Degree Of Parathyroid Hormone Elevation In Primary Hyperparathyroidism: Does Time Of Day Matter?
*C. Corbin Frye, *Janessa Sullivan, *Jingxia Liu, *Taylor Brown, *William Gillanders, T.K. Pandian
Washington University, St. Louis, MO
OBJECTIVE(S): Parathyroid hormone (PTH) levels have been shown to have a predictable circadian rhythm in patients with normal parathyroid function, but this has not been described in patients with primary hyperparathyroidism (PHPT). Anecdotally, we observed that PTH levels obtained early on the morning of surgery seemed to be lower than other values obtained prior to the day of surgery.
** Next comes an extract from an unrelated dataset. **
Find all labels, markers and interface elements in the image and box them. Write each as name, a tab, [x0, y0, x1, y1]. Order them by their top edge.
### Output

If true, this has the potential to impact the interpretation of intra-operative PTH levels. We hypothesized that early morning PTH values would be significantly lower than PTH values obtained later in the day in patients with PHPT.
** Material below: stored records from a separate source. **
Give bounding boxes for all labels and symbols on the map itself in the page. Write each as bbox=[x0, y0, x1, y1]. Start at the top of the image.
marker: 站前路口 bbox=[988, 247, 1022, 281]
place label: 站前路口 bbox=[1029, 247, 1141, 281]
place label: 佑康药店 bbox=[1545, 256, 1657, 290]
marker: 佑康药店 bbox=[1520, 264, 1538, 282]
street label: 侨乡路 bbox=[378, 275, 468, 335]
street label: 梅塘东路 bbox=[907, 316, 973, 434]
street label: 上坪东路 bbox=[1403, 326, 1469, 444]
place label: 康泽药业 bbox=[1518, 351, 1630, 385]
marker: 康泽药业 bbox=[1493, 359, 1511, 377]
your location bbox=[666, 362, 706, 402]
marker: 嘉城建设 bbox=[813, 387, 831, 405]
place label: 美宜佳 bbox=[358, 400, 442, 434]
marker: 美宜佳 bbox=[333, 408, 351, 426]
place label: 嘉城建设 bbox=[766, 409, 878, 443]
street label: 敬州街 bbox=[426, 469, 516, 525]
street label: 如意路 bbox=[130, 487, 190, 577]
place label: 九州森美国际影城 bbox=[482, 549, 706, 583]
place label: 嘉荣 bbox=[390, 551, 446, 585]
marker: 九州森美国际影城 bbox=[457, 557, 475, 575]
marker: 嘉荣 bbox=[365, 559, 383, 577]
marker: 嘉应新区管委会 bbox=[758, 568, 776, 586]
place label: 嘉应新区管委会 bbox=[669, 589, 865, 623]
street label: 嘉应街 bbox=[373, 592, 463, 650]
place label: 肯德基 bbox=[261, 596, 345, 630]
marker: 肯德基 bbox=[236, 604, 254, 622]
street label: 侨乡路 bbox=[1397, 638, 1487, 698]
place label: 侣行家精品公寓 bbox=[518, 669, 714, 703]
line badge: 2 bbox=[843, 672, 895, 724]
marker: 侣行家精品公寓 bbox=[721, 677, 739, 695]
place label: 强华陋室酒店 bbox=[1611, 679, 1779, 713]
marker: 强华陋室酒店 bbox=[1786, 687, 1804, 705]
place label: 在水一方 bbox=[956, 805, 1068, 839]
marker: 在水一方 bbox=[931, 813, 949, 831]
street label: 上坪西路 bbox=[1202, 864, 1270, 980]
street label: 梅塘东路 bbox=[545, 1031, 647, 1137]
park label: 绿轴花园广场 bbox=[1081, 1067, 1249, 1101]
METHODS: We performed an IRB-approved, retrospective chart review of patients undergoing parathyroidectomy for PHPT between October 2019 and October 2021. Only patients who had a day-of-surgery, pre-incision PTH level were included. Patient, operative, and laboratory parameters were collected. The three most recent PTH values in addition to the day-of-surgery, pre-incision PTH values were studied. Analysis was performed using mixed models for repeated measures with a first-order autoregression correlation structure. PTH values were compared before and after hourly intervals between 6am and 12pm. Significance was considered when p<0.05.
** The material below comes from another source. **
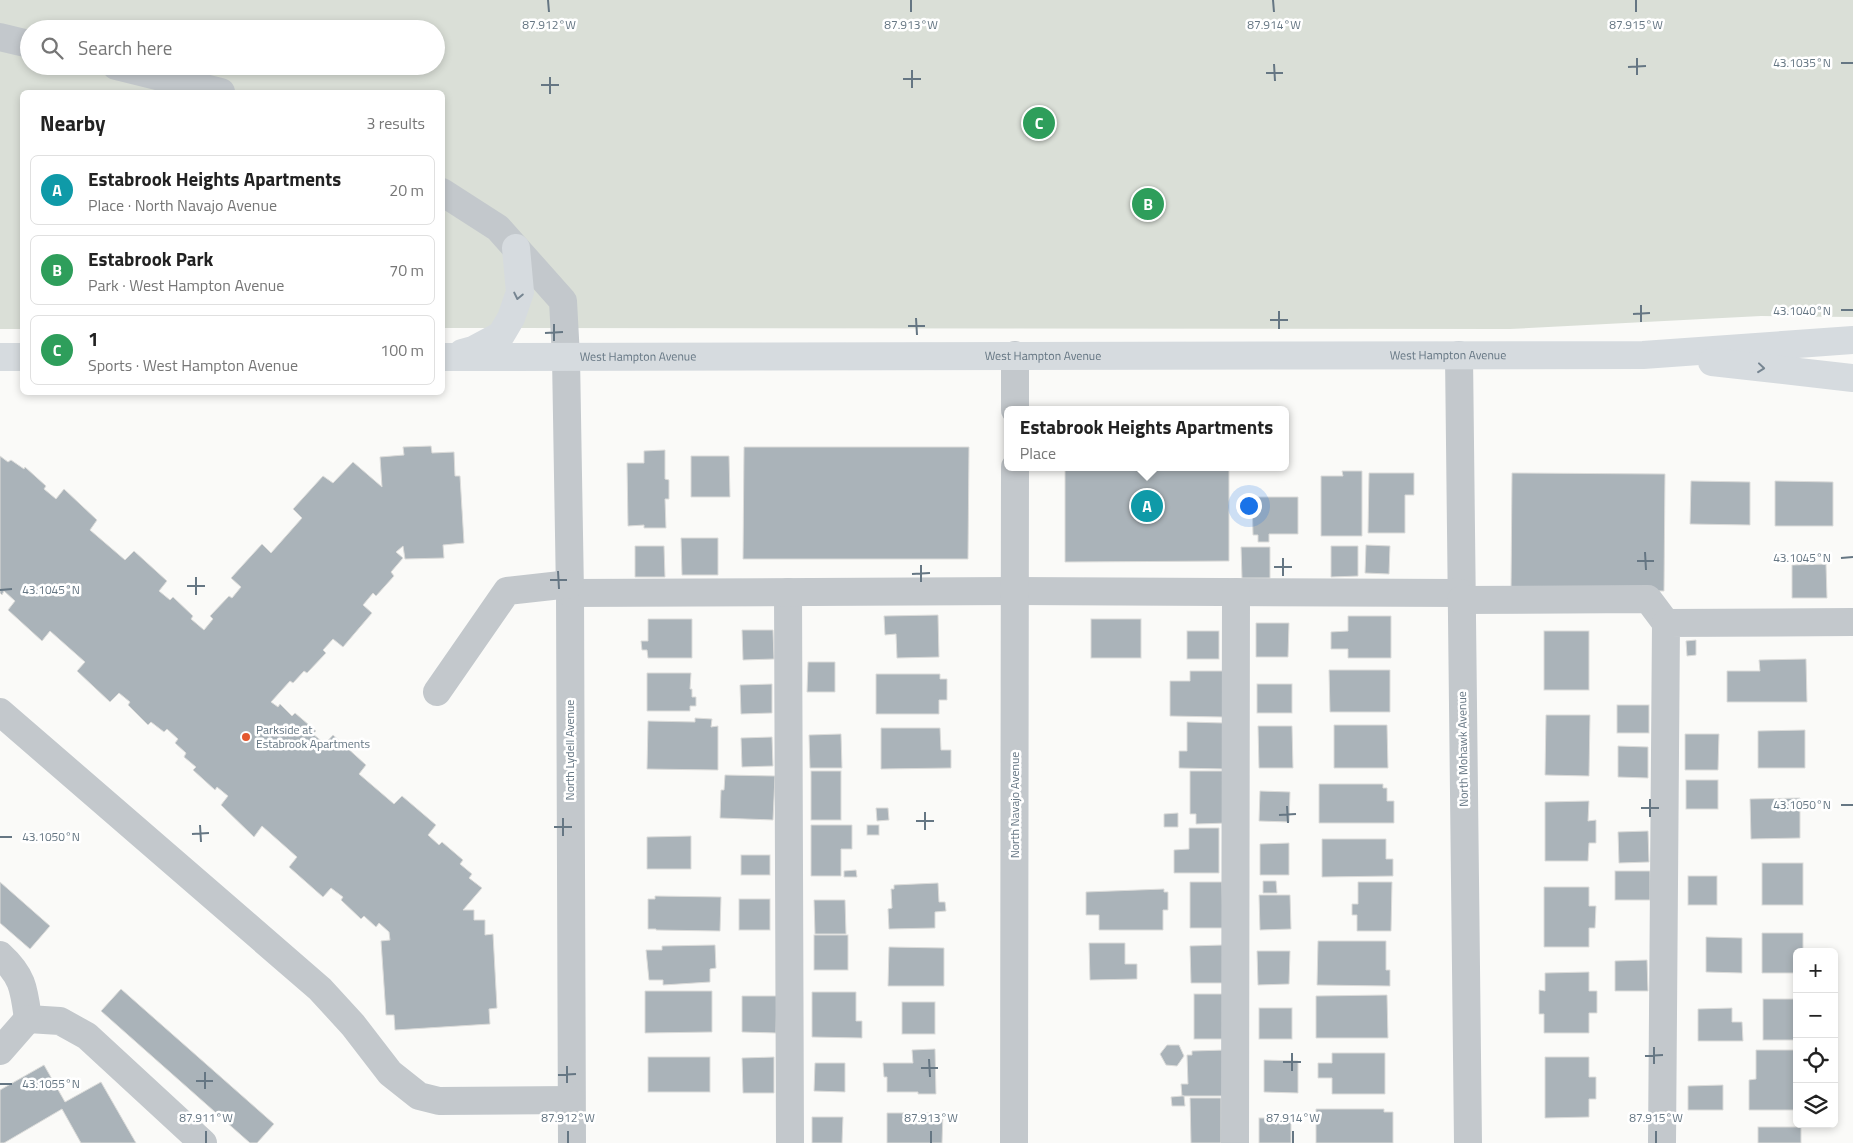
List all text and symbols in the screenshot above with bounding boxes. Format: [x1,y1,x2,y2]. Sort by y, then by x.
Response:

RESULTS: Among 93 patients, mean age at time of surgery was 60.1 years and 84% were female. A focused, unilateral exploration was performed in 59% and single-gland disease was identified in 65% of patients. Only 2 patients in this cohort had persistent or recurrent disease. The median PTH level before the day of surgery was 113 pg/mL and the median day-of-surgery, pre-incision PTH level was 99 pg/mL. PTH values collected before 6am were found to be significantly lower than PTH values collected after 6am (p<0.05). Statistically significant differences in PTH levels were not noted at other morning time cut-offs, although a trend toward lower PTH levels collected before 8am was observed (p=0.07).
CONCLUSIONS: Consistent with the circadian variability of PTH found in normal parathyroid function, our data suggest that patients with PHPT may have an early morning reduction in PTH elevation. As such, surgeons may wish to consider specimen collection time when using pre-incision PTH levels as a baseline for intra-operative PTH level interpretation.